DE RUEHSI #0262/01 0461203
O 151203Z FEB 08

C O N F I D E N T I A L SECTION 01 OF 02 TBILISI 000262 
E.O. 12958: DECL: 02/14/2018 
     B. TBILISI 246 
Classified By: Ambassador John F. Tefft for reasons 1.4(B&D). 
1. (C) The convergence of several developments -- the 
apparently increasing anger of the Abkhaz de facto 
leadership, the strong focus on engagement by new Georgian 
State Minister for Reintegration Yakobashvili, and most of 
all the coincidence of timing with the Kosovo decision -- 
makes for a decidedly unpredictable mixture in the February 
18-19 meeting of the sides and the Group of Friends in 
Geneva.  While this combination of factors may make it 
difficult to reach many significant agreements, the meeting 
is a timely opportunity for the Friends, or at least the 
Western Friends, to underscore that Kosovo has in no way 
changed their approach to the Abkhazia conflict.  The UN 
hopes to use the meeting to make progress on a range of 
issues, including resumption of the security dialogue and 
confidence-building measures.  End Summary. 

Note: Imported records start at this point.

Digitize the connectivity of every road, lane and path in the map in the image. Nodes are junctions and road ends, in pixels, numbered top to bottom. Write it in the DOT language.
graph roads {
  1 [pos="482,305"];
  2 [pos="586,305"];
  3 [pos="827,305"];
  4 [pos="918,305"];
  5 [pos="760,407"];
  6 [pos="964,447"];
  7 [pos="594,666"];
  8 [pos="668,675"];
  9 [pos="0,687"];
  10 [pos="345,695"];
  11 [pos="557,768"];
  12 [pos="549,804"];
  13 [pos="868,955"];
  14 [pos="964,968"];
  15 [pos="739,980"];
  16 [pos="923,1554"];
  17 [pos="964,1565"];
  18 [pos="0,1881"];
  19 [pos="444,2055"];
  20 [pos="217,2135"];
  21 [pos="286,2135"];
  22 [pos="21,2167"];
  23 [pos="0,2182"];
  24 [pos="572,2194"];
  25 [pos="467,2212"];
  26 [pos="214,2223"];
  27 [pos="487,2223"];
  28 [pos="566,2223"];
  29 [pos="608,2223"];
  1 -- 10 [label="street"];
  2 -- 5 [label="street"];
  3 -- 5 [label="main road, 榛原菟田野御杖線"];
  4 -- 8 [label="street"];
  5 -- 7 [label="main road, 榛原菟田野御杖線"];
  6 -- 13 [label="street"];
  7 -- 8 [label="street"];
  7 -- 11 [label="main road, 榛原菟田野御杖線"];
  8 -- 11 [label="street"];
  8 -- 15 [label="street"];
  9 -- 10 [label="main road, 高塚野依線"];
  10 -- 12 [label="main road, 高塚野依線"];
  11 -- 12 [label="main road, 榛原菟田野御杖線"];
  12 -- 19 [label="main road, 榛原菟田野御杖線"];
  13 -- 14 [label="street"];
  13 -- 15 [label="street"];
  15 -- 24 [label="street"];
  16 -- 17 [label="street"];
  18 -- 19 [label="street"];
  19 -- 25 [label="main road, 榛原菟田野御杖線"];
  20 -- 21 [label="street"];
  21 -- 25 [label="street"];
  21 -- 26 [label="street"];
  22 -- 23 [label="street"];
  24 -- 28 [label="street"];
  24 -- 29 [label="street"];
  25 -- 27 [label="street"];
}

Two Sides, Two Different Messages 
2. (C) During a recent visit to Sukhumi, the German and 
British Ambassadors found de facto president Bagapsh and de 
facto foreign minister Shamba in a more angry mood than they 
ever remembered (ref A).  Shamba lashed out at the UN, the 
Friends, and the international community, leading the British 
Ambassador to suspect that the Abkhaz may have received an 
unwelcome message from Moscow that no recognition would be 
forthcoming following Kosovo.  While the Abkhaz appear to be 
more unyielding than usual, new Georgian State Minister for 
Reintegration Yakobashvili is talking in both public and 
private about new initiatives to end Abkhaz isolation, 
including reduction of economic sanctions (ref B).  Some of 
Yakobashvili's statements and actions -- especially the 
renaming of his ministry to highlight reintegration -- have 
offended Abkhaz sensitivities, but the Abkhaz could not have 
missed the change in rhetoric he has brought to the job. 

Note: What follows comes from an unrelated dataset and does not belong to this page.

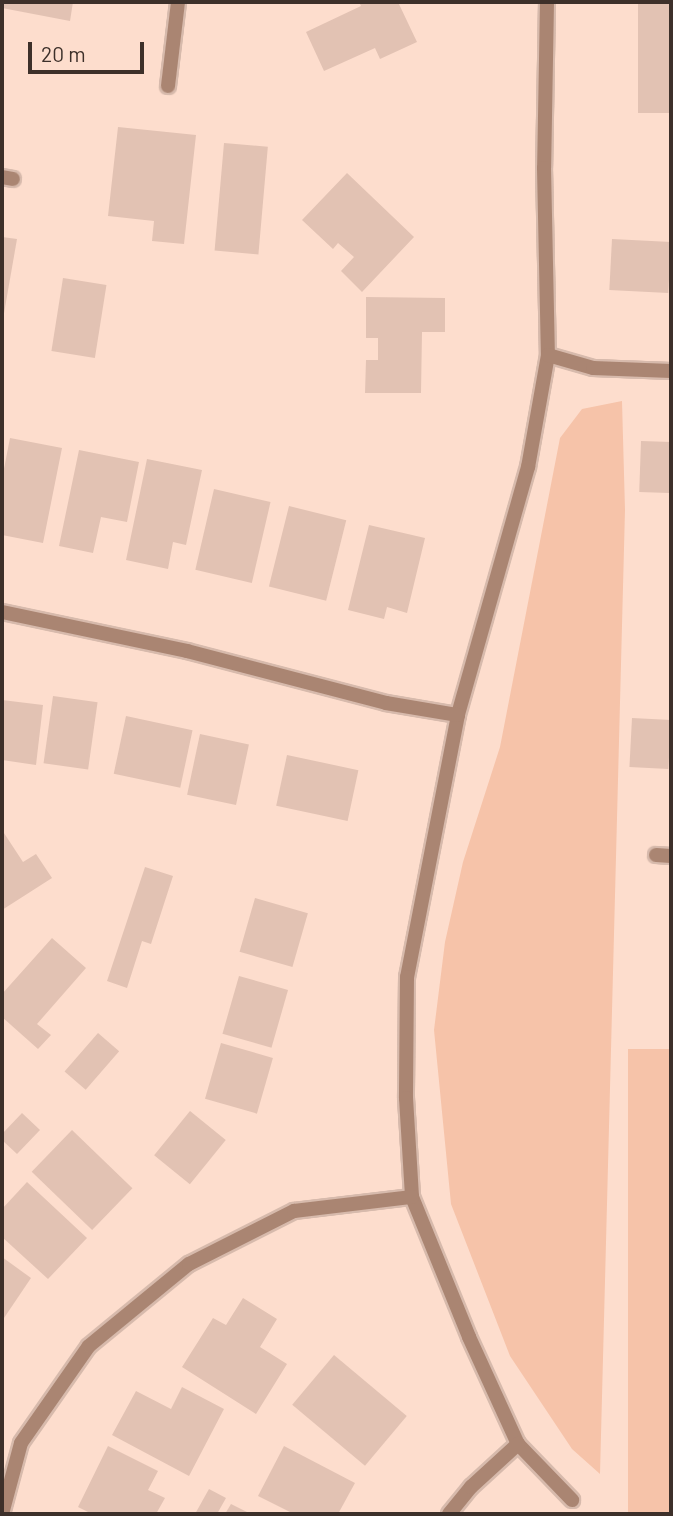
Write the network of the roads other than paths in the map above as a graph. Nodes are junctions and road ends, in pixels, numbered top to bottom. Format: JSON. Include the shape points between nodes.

Shamba was quoted February 13 calling for the re-opening of 
the railroad through Abkhazia, something Yakobashvili has 
also endorsed and which is somewhat controversial inside 
Abkhazia.  Despite such potential areas of agreement, the 
Abkhaz decision whether to take a constructive approach in 
this meeting will likely depend on their perception of the 
politics of Kosovo -- i.e., on what messages they want to 
send to the Western Friends, the Russians, and the Georgians. 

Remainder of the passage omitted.